Joe McKendry

In Florida, graffiti is a second-degree misdemeanor. By statute, the punishment is up to 60 days in jail and up to a $500 fine. On top of that, a convicted person will face many or all of the following: a special $250 graffiti fine, a $50 application fee to retain a public defender, a $50 fee for using the public defender, a $50 prosecution fee, $60 in court costs, a $50 offender fee, a $20 crime-stopper fee, a $20 crime-prevention fee, a $10 county-court fee, $50 in conviction costs, a $124 community-control fee, and a $40-a-month probation fee.
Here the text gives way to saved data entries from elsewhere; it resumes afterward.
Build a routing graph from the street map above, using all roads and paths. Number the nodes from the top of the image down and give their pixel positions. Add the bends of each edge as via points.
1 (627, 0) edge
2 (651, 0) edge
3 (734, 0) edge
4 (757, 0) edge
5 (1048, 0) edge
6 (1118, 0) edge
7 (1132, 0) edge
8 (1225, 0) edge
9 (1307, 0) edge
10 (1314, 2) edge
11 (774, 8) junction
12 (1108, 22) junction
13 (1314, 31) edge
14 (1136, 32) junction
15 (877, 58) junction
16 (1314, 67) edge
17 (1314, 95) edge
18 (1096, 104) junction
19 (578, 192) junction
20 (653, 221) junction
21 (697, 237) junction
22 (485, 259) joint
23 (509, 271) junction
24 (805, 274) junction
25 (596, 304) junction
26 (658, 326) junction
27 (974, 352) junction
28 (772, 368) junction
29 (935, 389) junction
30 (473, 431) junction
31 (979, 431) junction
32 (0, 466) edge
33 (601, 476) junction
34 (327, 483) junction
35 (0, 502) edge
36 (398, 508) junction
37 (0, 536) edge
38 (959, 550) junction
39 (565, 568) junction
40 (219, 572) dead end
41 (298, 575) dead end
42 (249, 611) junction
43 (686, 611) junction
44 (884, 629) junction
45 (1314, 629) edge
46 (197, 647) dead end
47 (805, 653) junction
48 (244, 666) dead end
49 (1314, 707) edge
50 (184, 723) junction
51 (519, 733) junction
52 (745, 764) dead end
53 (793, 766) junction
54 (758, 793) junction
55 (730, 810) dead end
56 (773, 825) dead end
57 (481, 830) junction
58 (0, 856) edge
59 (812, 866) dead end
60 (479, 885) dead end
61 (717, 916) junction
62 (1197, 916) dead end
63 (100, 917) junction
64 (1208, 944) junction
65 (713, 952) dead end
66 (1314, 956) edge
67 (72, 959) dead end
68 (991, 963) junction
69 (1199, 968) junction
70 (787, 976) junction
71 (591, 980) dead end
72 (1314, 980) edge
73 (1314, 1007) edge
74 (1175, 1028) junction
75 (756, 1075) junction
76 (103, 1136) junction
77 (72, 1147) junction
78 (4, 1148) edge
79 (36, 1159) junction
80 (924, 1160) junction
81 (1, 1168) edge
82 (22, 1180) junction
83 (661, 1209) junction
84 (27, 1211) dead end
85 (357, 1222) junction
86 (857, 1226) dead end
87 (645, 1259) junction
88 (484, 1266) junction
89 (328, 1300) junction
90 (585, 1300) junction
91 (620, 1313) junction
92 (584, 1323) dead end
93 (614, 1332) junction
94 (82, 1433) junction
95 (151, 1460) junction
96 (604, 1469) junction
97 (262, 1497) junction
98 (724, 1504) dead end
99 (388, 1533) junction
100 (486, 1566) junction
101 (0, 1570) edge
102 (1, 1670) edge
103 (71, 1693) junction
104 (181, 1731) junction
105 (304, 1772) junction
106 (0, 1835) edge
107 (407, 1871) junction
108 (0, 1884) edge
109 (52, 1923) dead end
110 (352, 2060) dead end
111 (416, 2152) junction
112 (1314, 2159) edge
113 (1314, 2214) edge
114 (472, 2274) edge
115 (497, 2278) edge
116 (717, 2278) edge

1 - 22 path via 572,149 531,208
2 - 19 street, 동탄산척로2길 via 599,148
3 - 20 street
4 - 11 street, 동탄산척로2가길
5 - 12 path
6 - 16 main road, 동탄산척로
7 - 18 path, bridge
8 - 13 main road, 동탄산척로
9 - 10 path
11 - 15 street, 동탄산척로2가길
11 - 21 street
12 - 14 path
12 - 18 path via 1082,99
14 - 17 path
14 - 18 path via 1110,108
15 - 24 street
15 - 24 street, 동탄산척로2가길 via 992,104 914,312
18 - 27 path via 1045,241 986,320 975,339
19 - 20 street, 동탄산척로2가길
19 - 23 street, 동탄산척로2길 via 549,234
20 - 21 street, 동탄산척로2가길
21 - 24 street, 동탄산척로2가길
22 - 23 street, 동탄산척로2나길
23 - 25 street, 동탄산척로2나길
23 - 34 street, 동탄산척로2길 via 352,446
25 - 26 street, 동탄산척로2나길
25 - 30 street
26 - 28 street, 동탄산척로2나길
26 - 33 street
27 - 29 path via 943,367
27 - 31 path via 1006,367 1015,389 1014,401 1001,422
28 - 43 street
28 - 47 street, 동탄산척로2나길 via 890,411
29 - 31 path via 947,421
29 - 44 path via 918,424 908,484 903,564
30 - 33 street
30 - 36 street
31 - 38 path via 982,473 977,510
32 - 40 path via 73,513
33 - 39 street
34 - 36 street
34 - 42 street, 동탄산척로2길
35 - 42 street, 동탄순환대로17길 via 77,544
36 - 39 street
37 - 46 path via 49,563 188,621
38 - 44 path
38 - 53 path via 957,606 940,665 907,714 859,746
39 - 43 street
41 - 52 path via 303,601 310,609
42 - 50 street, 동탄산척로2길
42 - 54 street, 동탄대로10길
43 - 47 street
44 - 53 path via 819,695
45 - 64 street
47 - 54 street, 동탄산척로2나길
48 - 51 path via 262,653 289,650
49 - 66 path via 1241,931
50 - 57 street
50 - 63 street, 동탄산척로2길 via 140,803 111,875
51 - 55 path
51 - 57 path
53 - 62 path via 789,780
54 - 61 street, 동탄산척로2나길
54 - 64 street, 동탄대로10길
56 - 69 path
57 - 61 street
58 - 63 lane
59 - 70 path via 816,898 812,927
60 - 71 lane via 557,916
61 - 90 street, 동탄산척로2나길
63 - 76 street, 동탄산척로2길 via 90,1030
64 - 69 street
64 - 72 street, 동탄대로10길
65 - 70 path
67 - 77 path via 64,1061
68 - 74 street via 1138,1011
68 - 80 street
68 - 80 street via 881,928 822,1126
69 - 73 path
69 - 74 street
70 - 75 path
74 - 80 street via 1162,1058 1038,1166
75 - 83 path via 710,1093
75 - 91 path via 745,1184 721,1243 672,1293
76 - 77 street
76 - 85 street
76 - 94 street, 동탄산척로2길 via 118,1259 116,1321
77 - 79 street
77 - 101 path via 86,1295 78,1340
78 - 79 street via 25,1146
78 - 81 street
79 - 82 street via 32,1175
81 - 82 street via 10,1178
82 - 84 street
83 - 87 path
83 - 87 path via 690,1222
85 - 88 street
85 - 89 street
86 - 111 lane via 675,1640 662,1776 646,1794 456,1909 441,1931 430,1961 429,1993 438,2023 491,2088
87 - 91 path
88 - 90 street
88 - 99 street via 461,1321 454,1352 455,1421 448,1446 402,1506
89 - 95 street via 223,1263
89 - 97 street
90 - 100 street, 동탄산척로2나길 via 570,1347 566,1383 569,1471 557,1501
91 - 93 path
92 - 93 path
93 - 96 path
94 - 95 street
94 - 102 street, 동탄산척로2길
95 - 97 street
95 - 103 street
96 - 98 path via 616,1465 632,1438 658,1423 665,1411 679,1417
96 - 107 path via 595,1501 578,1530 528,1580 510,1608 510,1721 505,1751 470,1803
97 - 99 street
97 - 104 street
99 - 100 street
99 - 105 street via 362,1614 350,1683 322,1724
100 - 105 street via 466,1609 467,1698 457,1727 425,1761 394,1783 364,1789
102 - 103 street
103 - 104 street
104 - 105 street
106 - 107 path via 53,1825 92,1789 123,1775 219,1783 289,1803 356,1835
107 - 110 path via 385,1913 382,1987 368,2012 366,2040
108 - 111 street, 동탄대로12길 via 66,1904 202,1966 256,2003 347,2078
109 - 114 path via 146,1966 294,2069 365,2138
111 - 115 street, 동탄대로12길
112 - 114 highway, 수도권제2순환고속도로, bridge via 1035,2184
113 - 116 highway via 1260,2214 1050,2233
These additional fees can total more than $750. Missing a payment deadline may generate a $30 late fee, a $7 license-suspension fee, a $60 license-reinstatement fee, and a $25 fee to initiate a payment program if the person cannot pay the full amount, bringing the total to more than $850. If that sum remains unpaid after 90 days, the case will be referred to a private collections company, which can impose up to a 40 percent surcharge on the uncollected debt, or an additional $340. Similarly, in Texas, a graffiti misdemeanor automatically triggers the application of at least nine and as many as 23 fees for an immediate surcharge of up to $444 in addition to the criminal fine. In Oklahoma, misdemeanor fees can total as much as $1,000.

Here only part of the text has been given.